[[ SUPPLIED INFORMATION open ]]
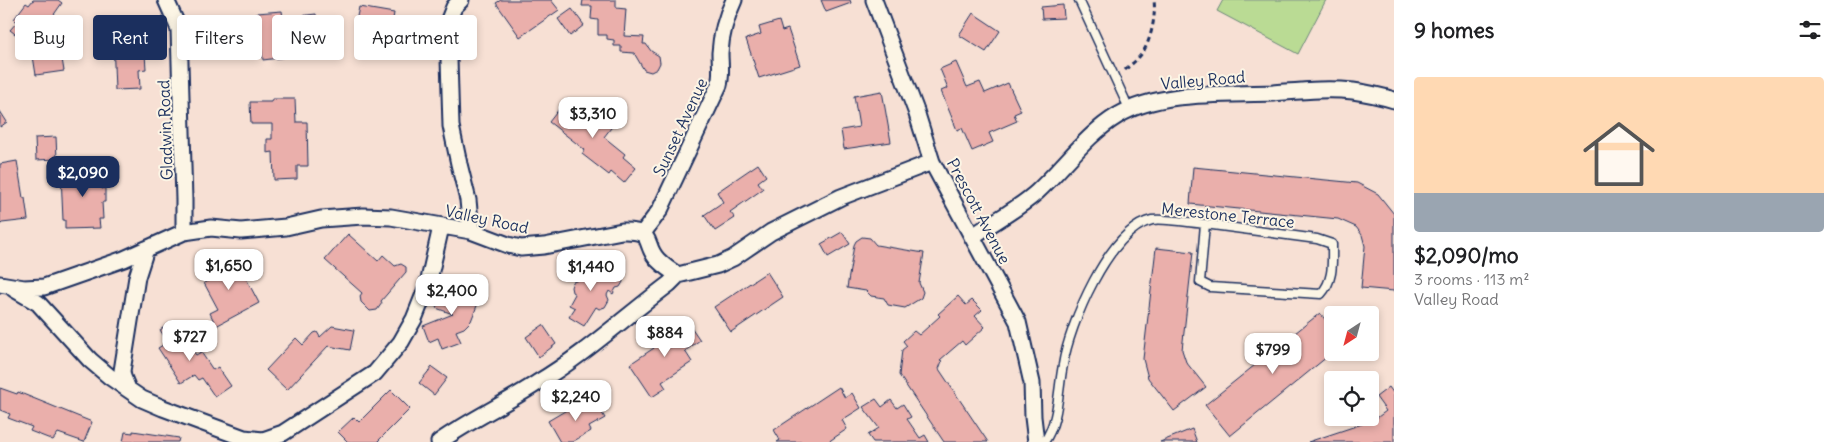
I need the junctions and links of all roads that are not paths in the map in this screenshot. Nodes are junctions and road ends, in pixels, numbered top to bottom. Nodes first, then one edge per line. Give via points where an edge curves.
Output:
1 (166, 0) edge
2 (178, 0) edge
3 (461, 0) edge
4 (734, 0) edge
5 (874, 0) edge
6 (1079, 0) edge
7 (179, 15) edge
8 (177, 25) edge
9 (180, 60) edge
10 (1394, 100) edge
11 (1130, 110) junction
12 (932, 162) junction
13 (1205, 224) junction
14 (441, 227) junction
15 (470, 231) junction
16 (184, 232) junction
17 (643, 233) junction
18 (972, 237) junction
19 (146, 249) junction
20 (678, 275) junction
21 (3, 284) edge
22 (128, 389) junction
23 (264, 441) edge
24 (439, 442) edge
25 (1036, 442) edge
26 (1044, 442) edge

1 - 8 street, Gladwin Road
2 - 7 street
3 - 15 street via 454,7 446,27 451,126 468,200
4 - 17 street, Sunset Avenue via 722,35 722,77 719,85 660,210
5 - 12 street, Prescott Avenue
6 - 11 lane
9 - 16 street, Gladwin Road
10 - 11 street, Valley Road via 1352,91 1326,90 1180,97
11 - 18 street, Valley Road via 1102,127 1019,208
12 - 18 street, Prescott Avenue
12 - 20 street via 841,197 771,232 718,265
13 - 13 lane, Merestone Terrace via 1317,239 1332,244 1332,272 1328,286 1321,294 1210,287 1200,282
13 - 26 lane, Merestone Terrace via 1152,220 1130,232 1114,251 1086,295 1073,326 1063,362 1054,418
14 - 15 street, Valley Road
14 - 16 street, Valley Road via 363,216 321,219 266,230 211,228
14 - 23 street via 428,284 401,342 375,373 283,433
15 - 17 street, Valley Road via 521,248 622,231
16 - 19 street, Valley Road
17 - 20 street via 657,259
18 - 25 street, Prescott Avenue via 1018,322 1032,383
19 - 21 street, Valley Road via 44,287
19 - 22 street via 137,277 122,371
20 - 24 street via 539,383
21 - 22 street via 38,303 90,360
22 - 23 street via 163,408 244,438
[[ SUPPLIED INFORMATION closed ]]
ASSIGNED TASK: Write out the data above exactly, minus any images.

ANSWER FOR THE TASK:
I need the junctions and links of all roads that are not paths in the map in this screenshot. Nodes are junctions and road ends, in pixels, numbered top to bottom. Nodes first, then one edge per line. Give via points where an edge curves.
Output:
1 (166, 0) edge
2 (178, 0) edge
3 (461, 0) edge
4 (734, 0) edge
5 (874, 0) edge
6 (1079, 0) edge
7 (179, 15) edge
8 (177, 25) edge
9 (180, 60) edge
10 (1394, 100) edge
11 (1130, 110) junction
12 (932, 162) junction
13 (1205, 224) junction
14 (441, 227) junction
15 (470, 231) junction
16 (184, 232) junction
17 (643, 233) junction
18 (972, 237) junction
19 (146, 249) junction
20 (678, 275) junction
21 (3, 284) edge
22 (128, 389) junction
23 (264, 441) edge
24 (439, 442) edge
25 (1036, 442) edge
26 (1044, 442) edge

1 - 8 street, Gladwin Road
2 - 7 street
3 - 15 street via 454,7 446,27 451,126 468,200
4 - 17 street, Sunset Avenue via 722,35 722,77 719,85 660,210
5 - 12 street, Prescott Avenue
6 - 11 lane
9 - 16 street, Gladwin Road
10 - 11 street, Valley Road via 1352,91 1326,90 1180,97
11 - 18 street, Valley Road via 1102,127 1019,208
12 - 18 street, Prescott Avenue
12 - 20 street via 841,197 771,232 718,265
13 - 13 lane, Merestone Terrace via 1317,239 1332,244 1332,272 1328,286 1321,294 1210,287 1200,282
13 - 26 lane, Merestone Terrace via 1152,220 1130,232 1114,251 1086,295 1073,326 1063,362 1054,418
14 - 15 street, Valley Road
14 - 16 street, Valley Road via 363,216 321,219 266,230 211,228
14 - 23 street via 428,284 401,342 375,373 283,433
15 - 17 street, Valley Road via 521,248 622,231
16 - 19 street, Valley Road
17 - 20 street via 657,259
18 - 25 street, Prescott Avenue via 1018,322 1032,383
19 - 21 street, Valley Road via 44,287
19 - 22 street via 137,277 122,371
20 - 24 street via 539,383
21 - 22 street via 38,303 90,360
22 - 23 street via 163,408 244,438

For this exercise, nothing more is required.